GIVEN RECORDS

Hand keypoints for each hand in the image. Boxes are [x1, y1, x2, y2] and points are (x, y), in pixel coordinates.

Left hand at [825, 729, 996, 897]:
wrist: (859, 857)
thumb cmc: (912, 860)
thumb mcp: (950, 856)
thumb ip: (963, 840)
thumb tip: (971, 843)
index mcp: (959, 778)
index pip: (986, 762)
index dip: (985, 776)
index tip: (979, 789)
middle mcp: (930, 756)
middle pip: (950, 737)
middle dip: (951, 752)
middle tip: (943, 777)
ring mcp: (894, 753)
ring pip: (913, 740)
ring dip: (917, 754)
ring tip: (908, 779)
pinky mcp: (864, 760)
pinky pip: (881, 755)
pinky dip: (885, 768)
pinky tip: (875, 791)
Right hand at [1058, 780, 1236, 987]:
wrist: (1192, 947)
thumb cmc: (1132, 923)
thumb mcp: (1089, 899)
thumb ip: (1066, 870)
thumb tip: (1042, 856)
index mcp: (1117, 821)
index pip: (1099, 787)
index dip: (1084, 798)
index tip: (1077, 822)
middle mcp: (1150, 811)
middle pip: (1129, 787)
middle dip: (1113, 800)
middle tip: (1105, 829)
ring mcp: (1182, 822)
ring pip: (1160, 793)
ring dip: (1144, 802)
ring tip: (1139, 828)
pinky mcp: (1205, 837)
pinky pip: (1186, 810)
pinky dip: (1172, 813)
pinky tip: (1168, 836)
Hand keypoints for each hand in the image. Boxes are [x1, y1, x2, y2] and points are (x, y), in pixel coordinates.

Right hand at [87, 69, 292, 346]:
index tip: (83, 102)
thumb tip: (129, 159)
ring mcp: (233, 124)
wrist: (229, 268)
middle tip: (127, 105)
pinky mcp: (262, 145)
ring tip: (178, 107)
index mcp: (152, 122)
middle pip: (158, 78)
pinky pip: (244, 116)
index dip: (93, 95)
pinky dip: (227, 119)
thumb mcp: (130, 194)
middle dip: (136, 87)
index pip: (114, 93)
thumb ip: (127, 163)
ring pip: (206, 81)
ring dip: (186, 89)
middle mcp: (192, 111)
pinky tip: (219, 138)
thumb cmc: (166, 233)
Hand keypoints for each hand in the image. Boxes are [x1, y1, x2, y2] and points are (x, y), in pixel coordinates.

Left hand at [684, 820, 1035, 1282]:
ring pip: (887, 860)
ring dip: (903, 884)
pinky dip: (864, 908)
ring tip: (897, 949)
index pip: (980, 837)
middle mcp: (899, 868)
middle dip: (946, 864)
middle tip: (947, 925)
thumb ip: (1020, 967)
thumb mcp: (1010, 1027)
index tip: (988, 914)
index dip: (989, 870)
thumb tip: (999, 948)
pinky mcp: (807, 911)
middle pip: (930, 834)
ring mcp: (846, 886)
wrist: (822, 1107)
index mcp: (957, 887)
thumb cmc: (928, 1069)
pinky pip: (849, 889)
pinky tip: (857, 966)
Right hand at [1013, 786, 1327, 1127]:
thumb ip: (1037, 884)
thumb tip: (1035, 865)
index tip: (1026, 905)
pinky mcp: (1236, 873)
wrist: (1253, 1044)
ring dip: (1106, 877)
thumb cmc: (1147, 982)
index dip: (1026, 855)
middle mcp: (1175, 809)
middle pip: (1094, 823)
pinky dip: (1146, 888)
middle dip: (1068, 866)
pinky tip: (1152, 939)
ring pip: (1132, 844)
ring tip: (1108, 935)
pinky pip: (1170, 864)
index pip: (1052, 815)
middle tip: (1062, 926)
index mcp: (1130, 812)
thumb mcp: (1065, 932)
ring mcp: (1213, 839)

WHAT THE EXERCISE ASKS
Look through the records and copy every line that has the word "Right".

EXERCISE RESPONSE
Right hand at [1058, 780, 1236, 987]:
Right hand at [87, 69, 292, 346]:
Right hand at [1013, 786, 1327, 1127]:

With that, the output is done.